_Extracted entries_
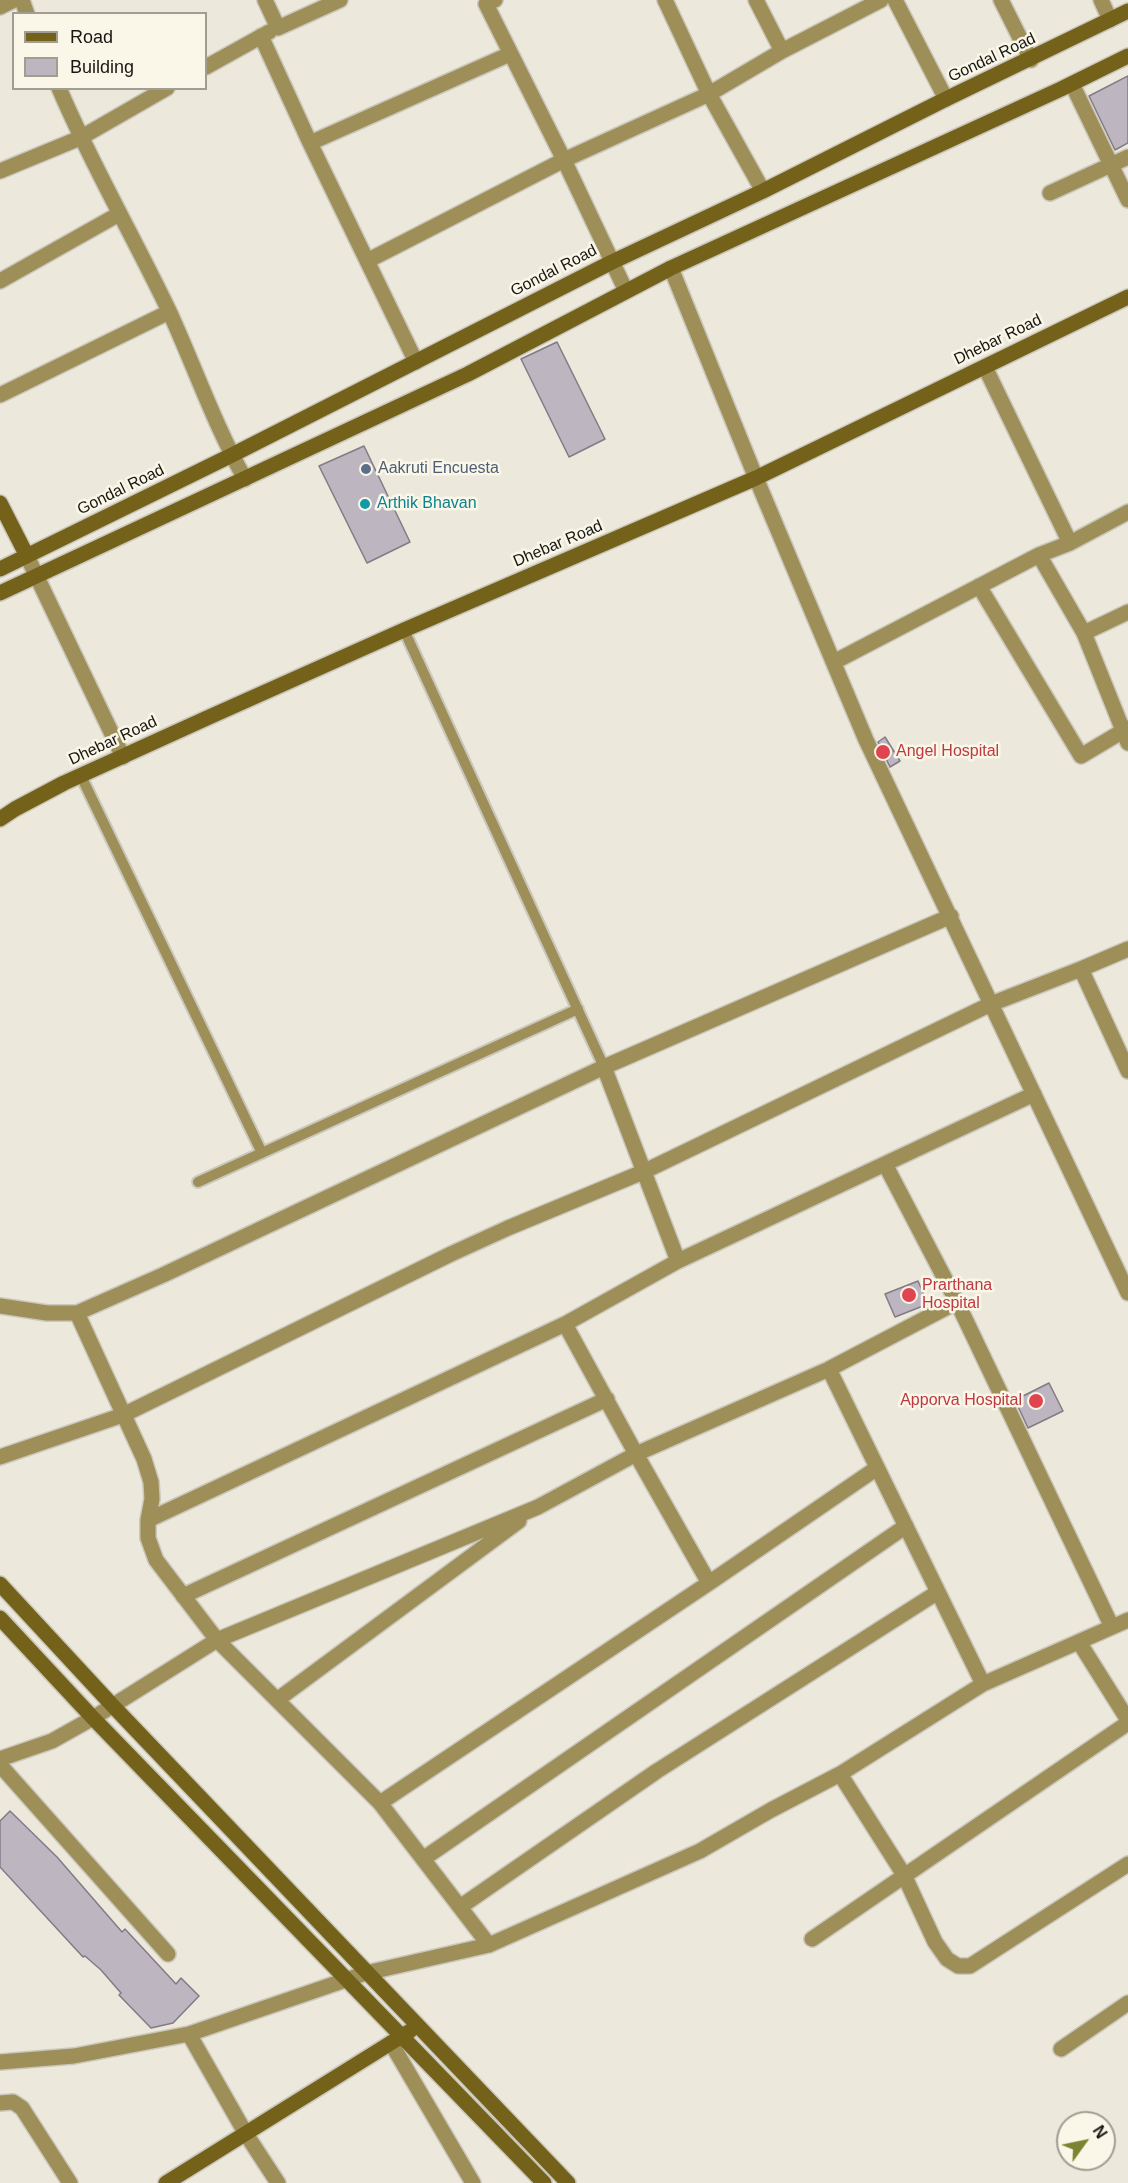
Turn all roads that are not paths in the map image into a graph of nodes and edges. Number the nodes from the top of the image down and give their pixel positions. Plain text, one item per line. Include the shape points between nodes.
1 (15, 0) edge
2 (265, 0) edge
3 (340, 0) edge
4 (665, 0) edge
5 (756, 0) edge
6 (881, 0) edge
7 (895, 0) edge
8 (1002, 0) edge
9 (1101, 0) edge
10 (488, 1) edge
11 (0, 7) edge
12 (1128, 11) edge
13 (1110, 20) junction
14 (278, 28) junction
15 (261, 36) junction
16 (782, 51) junction
17 (510, 54) junction
18 (1128, 56) edge
19 (1031, 60) junction
20 (207, 66) edge
21 (1072, 84) junction
22 (60, 90) edge
23 (164, 90) edge
24 (709, 94) junction
25 (946, 99) junction
26 (80, 138) junction
27 (310, 143) junction
28 (1128, 157) edge
29 (564, 160) junction
30 (1111, 165) junction
31 (0, 171) edge
32 (763, 191) junction
33 (1050, 193) dead end
34 (1128, 200) edge
35 (119, 214) junction
36 (367, 261) junction
37 (612, 262) junction
38 (671, 268) junction
39 (0, 281) edge
40 (626, 291) junction
41 (1128, 297) edge
42 (169, 312) junction
43 (416, 362) junction
44 (985, 367) junction
45 (0, 395) edge
46 (232, 455) junction
47 (756, 478) junction
48 (245, 479) junction
49 (0, 503) edge
50 (1128, 512) edge
51 (1070, 543) junction
52 (1039, 555) junction
53 (27, 556) junction
54 (0, 569) edge
55 (37, 576) junction
56 (979, 586) junction
57 (0, 593) edge
58 (1128, 612) edge
59 (404, 630) junction
60 (1084, 633) junction
61 (834, 662) junction
62 (1126, 734) edge
63 (123, 757) junction
64 (81, 776) junction
65 (0, 819) edge
66 (951, 916) junction
67 (1128, 949) edge
68 (1081, 969) junction
69 (992, 1004) junction
70 (578, 1010) junction
71 (604, 1067) junction
72 (1127, 1068) edge
73 (1034, 1094) junction
74 (261, 1153) junction
75 (885, 1164) junction
76 (643, 1172) junction
77 (198, 1182) dead end
78 (678, 1261) junction
79 (1123, 1269) edge
80 (1128, 1293) edge
81 (957, 1302) junction
82 (0, 1306) edge
83 (77, 1313) junction
84 (565, 1324) junction
85 (829, 1369) junction
86 (607, 1399) junction
87 (123, 1415) junction
88 (636, 1454) junction
89 (0, 1457) edge
90 (878, 1468) junction
91 (538, 1507) junction
92 (147, 1520) junction
93 (906, 1526) junction
94 (709, 1583) junction
95 (0, 1584) edge
96 (938, 1592) junction
97 (183, 1596) junction
98 (0, 1618) edge
99 (1128, 1620) edge
100 (1112, 1627) junction
101 (217, 1640) junction
102 (1079, 1642) junction
103 (983, 1684) junction
104 (277, 1700) junction
105 (113, 1706) junction
106 (93, 1718) junction
107 (1128, 1722) edge
108 (0, 1759) edge
109 (0, 1765) edge
110 (840, 1774) junction
111 (380, 1803) junction
112 (423, 1859) junction
113 (1128, 1864) edge
114 (904, 1875) junction
115 (460, 1907) junction
116 (812, 1939) dead end
117 (489, 1944) junction
118 (168, 1954) dead end
119 (366, 1973) junction
120 (347, 1978) junction
121 (1128, 2003) edge
122 (418, 2026) junction
123 (189, 2034) junction
124 (397, 2040) junction
125 (1061, 2049) dead end
126 (0, 2062) edge
127 (0, 2103) edge
128 (246, 2134) junction
129 (70, 2183) edge
130 (166, 2183) edge
131 (278, 2183) edge
132 (473, 2183) edge
133 (544, 2183) edge
134 (568, 2183) edge

1 - 11 street
2 - 14 street
3 - 14 street
4 - 24 street
5 - 16 street
6 - 16 street
7 - 25 street
8 - 19 street
9 - 13 street
10 - 17 street
12 - 13 main road, Gondal Road
13 - 19 main road, Gondal Road
14 - 15 street
15 - 20 street
15 - 27 street
16 - 24 street
17 - 27 street
17 - 29 street
18 - 21 main road
19 - 25 main road, Gondal Road
21 - 30 street
21 - 38 main road
22 - 26 street
23 - 26 street
24 - 29 street
24 - 32 street
25 - 32 main road, Gondal Road
26 - 31 street
26 - 35 street
27 - 36 street
28 - 30 street
29 - 36 street
29 - 37 street
30 - 33 street
30 - 34 street
32 - 37 main road, Gondal Road
35 - 39 street
35 - 42 street
36 - 43 street
37 - 40 street
37 - 43 main road, Gondal Road
38 - 40 main road
38 - 47 street
40 - 48 main road via 468,374
41 - 44 main road, Dhebar Road
42 - 45 street
42 - 46 street
43 - 46 main road, Gondal Road
44 - 47 main road, Dhebar Road
44 - 51 street
46 - 48 street
46 - 53 main road, Gondal Road
47 - 59 main road, Dhebar Road
47 - 61 street
48 - 55 main road
49 - 53 main road
50 - 51 street
51 - 52 street
52 - 56 street
52 - 60 street
53 - 54 main road, Gondal Road
53 - 55 street
55 - 57 main road
55 - 63 street
56 - 61 street
56 - 62 street via 1081,756
58 - 60 street
59 - 63 main road, Dhebar Road
59 - 70 lane
60 - 62 street
61 - 66 street via 866,740
63 - 64 main road, Dhebar Road
64 - 65 main road, Dhebar Road
64 - 74 lane
66 - 69 street
66 - 71 street
67 - 68 street
68 - 69 street
68 - 72 street
69 - 73 street
69 - 76 street
70 - 71 lane
70 - 74 lane
71 - 76 street
71 - 83 street
73 - 75 street
73 - 79 street
74 - 77 lane
75 - 78 street
75 - 81 street
76 - 78 street
76 - 87 street via 508,1227
78 - 84 street
79 - 80 street
81 - 85 street
81 - 100 street
82 - 83 street
83 - 87 street
84 - 86 street
84 - 92 street
85 - 88 street
85 - 90 street
86 - 88 street
86 - 97 street
87 - 89 street
87 - 92 street via 151,1482
88 - 91 street
88 - 94 street
90 - 93 street
90 - 94 street
91 - 101 street
91 - 104 street
92 - 97 street via 156,1560
93 - 96 street
93 - 112 street
94 - 111 street
95 - 105 main road
96 - 103 street
96 - 115 street via 657,1771
97 - 101 street
98 - 106 main road
99 - 100 street
100 - 102 street
101 - 104 street
101 - 105 street
102 - 103 street
102 - 107 street
103 - 110 street
104 - 111 street
105 - 106 street
105 - 119 main road
106 - 108 street via 52,1741
106 - 120 main road
107 - 114 street
109 - 118 street
110 - 114 street
110 - 117 street via 700,1851
111 - 112 street
112 - 115 street
113 - 114 street via 970,1966 958,1966 947,1959
114 - 116 street
115 - 117 street
117 - 119 street
119 - 120 street
119 - 122 main road
120 - 123 street
120 - 124 main road
121 - 125 street
122 - 124 main road
122 - 134 main road
123 - 126 street via 74,2056
123 - 128 street
124 - 128 main road
124 - 132 street
124 - 133 main road
127 - 129 street via 13,2102 22,2108
128 - 130 main road
128 - 131 street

_Work instructions_
From the material above, please return each line containing "Gondal".

_Expected answer_
12 - 13 main road, Gondal Road
13 - 19 main road, Gondal Road
19 - 25 main road, Gondal Road
25 - 32 main road, Gondal Road
32 - 37 main road, Gondal Road
37 - 43 main road, Gondal Road
43 - 46 main road, Gondal Road
46 - 53 main road, Gondal Road
53 - 54 main road, Gondal Road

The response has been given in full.